The Guyana Cancer Institute says 52 persons have died since it opened its doors in June 2006 and this is mainly because they sought out its services too late.
“It is our desire to have more people come in for evaluation, you don’t have to have cancer, you can come and check yourself out. We have a screening programme that includes mammogram [and] pap tests,” General Manager (GM) Thomas Eversley told Stabroek News. Eversley said if any disease is found the Institute would be immediately able to advise patients as often, though persons may be unwell they don’t seek out its services until they are “in the last stages, many of them…already at death’s bed.”
The GM said too there have been cases where persons find out they have cancer and never return for treatment. Although he acknowledges that the treatment is costly, Eversley said many persons can access assistance from the Ministry of Health. He said too it would also be cheaper and more convenient for the patient to be treated at home where they can rely on relatives’ support. Radiation treatment at the Institute costs $400,000 and patients must buy the drugs for chemotherapy which is costly, and then pay to have it administered. The Georgetown Hospital currently has an oncologist on staff who administers chemotherapy.
Meanwhile, 171 patients have completed treatment at the institute successfully. They report to the Institute every three months for evaluation. Thirty-one persons are currently accessing treatment. The Institute started doing mammograms in September 2007 and from that time to May this year they have done 264 along with 110 ultrasounds of the breast and 102 pap smears.
Eversley said the Institute is currently handling one case of brain cancer in a 15-year-old girl. “When she came here she was weighing forty eight pounds, she comes back every month to visit us and she is sixty-eight pounds now, she has started back to school and she is very vibrant…” He said while the girl still has cancer she is much better as when she was taken to the institute “she could not swallow she could not eat and now she can do all those things.” However, he said the kind of surgery that may help her cannot be done in Guyana and they would not recommend it. “We did the best for her, she is eating, she is putting on weight, she is going back to school and she is having a better quality of life.”
Regular check-ups
The GM said arrangements are in place for people to just walk into the Institute and get a ‘check-up’. The ideal situation is for women to do yearly mammograms at age 40 while all sexually active women should have regular pap smears. He lamented that Guyanese do have regular health checks and pointed out that some persons may experience symptoms which indicate that all is not well and choose to ignore them.
Stigma
In some cases persons know they are ailing from cancer and keep it secret from relatives. Eversley said some do not even access treatment because of the stigma attached to the disease. “People think…something wrong with you if you have cancer and cancer is treatable if people would allow an early diagnosis,” he said. He noted that one of the most prevalent cancers in Guyana is cancer of the cervix and if it is discovered at stage one the prognosis for recovery is 90%. “Breast cancer the prognosis is one hundred percent if it is treated early,” he said, adding that many Guyanese women do not even do self-examinations nor do they have regular check-ups.

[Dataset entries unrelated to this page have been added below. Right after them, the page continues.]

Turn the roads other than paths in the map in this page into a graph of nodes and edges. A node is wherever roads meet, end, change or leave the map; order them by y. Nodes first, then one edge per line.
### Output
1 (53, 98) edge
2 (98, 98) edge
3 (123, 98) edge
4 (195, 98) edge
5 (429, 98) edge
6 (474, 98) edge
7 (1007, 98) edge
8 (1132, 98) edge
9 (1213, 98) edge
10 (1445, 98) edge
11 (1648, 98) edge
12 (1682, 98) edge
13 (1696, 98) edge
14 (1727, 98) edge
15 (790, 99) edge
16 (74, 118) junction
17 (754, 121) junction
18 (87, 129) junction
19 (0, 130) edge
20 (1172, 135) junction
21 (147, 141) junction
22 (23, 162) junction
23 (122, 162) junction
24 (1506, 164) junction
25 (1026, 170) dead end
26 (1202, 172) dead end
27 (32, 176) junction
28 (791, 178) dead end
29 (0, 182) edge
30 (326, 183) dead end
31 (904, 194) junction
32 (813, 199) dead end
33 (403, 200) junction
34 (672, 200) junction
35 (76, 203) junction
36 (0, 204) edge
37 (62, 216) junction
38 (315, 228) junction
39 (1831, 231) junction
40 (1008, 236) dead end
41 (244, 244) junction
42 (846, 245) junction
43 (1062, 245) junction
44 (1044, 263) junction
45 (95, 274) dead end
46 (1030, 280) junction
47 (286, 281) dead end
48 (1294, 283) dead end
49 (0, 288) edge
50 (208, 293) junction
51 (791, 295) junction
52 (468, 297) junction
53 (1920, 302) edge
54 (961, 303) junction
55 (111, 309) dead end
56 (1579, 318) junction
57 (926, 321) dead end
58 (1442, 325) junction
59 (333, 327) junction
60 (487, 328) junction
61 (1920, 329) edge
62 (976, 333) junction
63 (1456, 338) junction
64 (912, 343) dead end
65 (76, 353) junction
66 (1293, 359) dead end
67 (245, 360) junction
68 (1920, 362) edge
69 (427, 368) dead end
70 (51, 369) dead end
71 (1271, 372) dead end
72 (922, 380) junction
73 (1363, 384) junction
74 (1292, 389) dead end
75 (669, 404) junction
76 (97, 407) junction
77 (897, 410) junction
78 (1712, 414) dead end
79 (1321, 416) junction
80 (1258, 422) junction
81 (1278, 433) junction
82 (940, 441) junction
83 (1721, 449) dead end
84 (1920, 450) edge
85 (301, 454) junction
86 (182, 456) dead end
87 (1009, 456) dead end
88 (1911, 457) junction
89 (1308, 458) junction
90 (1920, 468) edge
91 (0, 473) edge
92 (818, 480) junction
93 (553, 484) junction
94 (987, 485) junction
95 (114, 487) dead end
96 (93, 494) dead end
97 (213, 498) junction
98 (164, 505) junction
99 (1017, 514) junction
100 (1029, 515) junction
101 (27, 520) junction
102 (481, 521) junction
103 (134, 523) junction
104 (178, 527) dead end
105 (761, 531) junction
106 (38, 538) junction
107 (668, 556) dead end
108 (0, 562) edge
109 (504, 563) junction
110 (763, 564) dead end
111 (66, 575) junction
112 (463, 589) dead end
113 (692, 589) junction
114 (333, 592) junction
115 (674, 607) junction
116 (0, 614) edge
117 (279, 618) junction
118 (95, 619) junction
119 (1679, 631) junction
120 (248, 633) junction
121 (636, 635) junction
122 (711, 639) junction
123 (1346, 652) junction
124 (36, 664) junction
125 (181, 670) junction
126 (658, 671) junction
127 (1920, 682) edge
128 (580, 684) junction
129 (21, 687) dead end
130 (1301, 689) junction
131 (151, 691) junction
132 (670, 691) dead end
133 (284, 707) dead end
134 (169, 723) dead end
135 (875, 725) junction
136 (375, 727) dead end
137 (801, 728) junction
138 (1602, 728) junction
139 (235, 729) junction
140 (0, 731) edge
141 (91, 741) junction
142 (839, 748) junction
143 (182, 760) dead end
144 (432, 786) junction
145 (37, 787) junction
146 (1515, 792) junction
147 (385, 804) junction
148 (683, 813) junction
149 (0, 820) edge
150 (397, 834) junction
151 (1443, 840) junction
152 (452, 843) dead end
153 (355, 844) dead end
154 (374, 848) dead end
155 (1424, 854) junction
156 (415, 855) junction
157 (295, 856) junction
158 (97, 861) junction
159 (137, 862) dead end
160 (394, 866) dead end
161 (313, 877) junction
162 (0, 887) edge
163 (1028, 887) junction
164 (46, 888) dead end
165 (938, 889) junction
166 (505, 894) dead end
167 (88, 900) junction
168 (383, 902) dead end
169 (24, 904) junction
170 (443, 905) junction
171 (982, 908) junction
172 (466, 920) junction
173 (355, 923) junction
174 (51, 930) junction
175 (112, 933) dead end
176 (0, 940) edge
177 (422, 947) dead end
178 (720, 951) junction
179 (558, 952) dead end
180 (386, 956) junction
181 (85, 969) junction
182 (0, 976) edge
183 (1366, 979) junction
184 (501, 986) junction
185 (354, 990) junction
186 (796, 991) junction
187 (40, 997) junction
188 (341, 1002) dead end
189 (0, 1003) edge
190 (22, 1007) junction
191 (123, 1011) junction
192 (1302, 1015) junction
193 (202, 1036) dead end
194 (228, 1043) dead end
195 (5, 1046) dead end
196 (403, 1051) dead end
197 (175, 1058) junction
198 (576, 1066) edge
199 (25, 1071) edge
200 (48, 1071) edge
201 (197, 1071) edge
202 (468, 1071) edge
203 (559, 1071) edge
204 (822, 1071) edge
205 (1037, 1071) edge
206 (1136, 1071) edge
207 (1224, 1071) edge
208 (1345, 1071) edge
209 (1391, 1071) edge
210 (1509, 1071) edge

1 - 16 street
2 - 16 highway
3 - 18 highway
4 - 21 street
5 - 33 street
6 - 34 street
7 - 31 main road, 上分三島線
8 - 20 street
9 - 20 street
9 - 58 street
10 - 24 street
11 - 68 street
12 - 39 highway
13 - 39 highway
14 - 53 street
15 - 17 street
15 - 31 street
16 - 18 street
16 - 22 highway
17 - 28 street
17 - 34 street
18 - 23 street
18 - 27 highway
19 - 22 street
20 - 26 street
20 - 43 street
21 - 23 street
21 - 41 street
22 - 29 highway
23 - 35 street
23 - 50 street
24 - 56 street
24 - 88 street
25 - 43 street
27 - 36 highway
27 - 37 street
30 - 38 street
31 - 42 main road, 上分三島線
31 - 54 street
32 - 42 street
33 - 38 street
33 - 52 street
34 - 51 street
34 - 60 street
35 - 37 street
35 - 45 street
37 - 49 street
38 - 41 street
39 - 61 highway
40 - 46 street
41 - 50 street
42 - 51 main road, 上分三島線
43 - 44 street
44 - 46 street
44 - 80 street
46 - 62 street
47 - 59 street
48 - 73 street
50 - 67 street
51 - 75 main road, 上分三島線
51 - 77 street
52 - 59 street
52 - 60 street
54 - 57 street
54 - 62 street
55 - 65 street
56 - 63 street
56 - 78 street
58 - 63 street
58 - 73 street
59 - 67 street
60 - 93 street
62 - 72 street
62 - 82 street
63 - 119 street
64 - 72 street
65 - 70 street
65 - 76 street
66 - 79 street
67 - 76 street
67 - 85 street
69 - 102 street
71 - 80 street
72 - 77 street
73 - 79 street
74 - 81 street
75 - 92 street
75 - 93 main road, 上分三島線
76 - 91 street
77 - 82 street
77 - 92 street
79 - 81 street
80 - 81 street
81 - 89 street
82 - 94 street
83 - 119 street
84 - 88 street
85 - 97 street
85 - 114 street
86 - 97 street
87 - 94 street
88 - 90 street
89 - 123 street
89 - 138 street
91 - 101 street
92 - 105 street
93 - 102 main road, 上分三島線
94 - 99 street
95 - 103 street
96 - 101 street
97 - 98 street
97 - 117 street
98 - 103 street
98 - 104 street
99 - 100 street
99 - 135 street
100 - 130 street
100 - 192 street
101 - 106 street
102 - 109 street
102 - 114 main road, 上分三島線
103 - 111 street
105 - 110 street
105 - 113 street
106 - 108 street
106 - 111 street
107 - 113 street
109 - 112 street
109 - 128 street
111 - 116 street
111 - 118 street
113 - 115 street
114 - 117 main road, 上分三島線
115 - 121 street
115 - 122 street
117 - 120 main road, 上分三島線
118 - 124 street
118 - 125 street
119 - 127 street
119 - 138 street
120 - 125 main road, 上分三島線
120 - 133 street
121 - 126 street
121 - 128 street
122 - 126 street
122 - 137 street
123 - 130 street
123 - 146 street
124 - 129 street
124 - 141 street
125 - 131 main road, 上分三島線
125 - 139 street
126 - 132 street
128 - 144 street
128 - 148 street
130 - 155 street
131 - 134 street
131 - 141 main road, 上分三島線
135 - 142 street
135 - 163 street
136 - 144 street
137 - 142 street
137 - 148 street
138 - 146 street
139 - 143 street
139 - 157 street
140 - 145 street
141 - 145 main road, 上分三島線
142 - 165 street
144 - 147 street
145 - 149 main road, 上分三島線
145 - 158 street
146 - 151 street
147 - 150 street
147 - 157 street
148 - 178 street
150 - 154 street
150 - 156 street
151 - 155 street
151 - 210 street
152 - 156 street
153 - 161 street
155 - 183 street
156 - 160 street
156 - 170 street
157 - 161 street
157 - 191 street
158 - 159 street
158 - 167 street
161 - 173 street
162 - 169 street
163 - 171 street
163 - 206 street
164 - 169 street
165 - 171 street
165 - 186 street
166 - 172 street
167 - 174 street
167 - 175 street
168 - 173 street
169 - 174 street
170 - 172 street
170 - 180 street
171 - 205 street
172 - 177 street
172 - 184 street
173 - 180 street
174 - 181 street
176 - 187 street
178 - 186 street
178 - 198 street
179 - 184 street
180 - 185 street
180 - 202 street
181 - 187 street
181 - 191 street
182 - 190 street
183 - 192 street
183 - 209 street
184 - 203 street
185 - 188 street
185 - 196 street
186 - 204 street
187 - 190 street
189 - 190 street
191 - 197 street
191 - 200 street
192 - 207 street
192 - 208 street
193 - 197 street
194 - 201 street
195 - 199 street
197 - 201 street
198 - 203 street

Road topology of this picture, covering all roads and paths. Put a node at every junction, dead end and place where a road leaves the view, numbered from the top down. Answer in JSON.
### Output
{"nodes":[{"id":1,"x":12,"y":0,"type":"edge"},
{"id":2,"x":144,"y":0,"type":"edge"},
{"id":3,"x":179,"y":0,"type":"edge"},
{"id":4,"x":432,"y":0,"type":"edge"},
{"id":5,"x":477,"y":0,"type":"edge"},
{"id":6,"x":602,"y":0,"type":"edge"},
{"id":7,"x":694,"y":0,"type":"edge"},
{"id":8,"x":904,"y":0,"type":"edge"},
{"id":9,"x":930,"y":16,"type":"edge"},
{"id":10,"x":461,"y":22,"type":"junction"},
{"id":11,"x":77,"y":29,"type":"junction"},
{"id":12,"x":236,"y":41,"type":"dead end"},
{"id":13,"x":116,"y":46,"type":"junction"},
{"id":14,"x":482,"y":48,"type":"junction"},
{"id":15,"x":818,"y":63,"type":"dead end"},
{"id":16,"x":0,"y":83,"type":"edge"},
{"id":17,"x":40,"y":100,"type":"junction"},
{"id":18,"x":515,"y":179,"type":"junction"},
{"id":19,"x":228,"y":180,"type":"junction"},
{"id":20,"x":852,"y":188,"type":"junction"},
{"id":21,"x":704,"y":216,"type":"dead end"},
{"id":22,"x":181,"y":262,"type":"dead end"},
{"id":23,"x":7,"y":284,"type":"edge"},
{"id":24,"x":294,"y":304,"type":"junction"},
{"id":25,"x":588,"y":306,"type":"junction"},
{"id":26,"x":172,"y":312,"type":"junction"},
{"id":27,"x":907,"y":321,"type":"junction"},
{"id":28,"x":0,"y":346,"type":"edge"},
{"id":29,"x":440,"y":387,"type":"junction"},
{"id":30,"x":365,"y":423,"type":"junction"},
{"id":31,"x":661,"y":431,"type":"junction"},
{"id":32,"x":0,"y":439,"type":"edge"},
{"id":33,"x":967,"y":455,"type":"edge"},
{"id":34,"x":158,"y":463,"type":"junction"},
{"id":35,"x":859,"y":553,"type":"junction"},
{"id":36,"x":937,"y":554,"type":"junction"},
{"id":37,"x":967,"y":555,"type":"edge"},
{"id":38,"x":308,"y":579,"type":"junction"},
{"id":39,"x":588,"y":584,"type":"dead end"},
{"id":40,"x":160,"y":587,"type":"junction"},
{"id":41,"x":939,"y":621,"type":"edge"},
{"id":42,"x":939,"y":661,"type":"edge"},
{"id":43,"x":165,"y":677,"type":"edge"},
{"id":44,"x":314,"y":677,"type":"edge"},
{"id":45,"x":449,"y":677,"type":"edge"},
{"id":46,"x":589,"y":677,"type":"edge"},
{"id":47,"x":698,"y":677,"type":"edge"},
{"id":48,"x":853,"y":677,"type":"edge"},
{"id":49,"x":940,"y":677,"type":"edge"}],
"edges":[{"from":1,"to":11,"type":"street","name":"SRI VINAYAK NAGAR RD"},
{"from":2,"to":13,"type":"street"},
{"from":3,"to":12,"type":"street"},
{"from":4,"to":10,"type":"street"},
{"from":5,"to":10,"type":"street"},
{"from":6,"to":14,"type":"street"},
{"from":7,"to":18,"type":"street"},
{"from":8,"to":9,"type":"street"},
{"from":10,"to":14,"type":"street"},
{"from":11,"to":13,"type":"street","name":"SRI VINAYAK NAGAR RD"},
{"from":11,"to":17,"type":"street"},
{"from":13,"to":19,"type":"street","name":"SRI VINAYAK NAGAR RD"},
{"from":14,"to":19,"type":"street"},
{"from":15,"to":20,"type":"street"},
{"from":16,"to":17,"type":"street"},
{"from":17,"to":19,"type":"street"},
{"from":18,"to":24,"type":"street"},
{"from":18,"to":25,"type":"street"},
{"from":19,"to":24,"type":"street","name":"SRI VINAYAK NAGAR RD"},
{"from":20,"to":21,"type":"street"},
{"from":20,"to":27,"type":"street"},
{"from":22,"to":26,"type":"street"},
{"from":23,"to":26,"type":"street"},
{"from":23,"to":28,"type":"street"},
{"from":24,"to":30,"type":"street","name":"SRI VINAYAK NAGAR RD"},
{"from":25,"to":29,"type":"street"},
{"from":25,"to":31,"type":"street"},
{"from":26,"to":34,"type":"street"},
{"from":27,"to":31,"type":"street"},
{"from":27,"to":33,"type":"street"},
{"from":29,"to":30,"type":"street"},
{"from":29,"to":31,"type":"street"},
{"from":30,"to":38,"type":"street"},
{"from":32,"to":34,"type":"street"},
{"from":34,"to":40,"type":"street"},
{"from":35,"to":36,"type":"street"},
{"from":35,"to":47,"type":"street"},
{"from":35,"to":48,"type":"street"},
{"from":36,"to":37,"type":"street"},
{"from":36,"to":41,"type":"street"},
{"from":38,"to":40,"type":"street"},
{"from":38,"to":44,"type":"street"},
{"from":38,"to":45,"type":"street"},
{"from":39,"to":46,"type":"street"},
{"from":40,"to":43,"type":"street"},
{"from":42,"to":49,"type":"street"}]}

To drive home his point, Eversley recalled that a woman showed up at the Institute with one of her breasts rotting. “Now I don’t know if she lived with family members or had a significant other half, but she bandaged that breast up and went about and she had to be in tremendous pain. When she came here she was almost dead and she died shortly after, there was nothing we could have done,” he said. The woman revealed that she had been “carrying around her breast in that condition for almost two years.” Eversley said he has kept a photograph of the woman’s decaying breast and he uses the picture to bring home the reality of what could happen to women during public awareness programmes. He hopes that it would propel more women to have at least yearly check-ups.
Eversley believes that there needs to be more public awareness programmes just as is being done for HIV/AIDS. The Institute plans to host awareness exercises at work places about cancers that affect both men and women in the hope that the message of early diagnosis and treatment would save lives. He said the Institute sees about five new cases per day and most of the patients would have already known that something is amiss “and then they come running. And when they come for some of them is already too late.”
Proper treatment
According to Eversley many affluent persons still do not have confidence in the Institute and the treatment available at the hospital. Some prefer to pay more money to private doctors because they want to keep it “hush up, hush up…..But some of the doctors don’t know how to treat it,” he said. The GM said more doctors should refer their patients for special evaluation either at the hospital or the Institute. “They would be giving their patients better service than trying to treat them themselves,” he contended pointing out that Guyana now has specialists; oncologists, one at the Institute and the other at GPHC. Doctors at large should utilize the services of the specialists,” he said.
The GM posited that together the hospital and the Institute can really make an impact in cancer treatment. He said over the years the Institute had developed a productive relationship with the hospital which they are still working on to enhance. And, while his treatment site is referred to as an institute, Eversley admitted that they still have a “far way to go” before they can really be compared with other institutes in the Caribbean.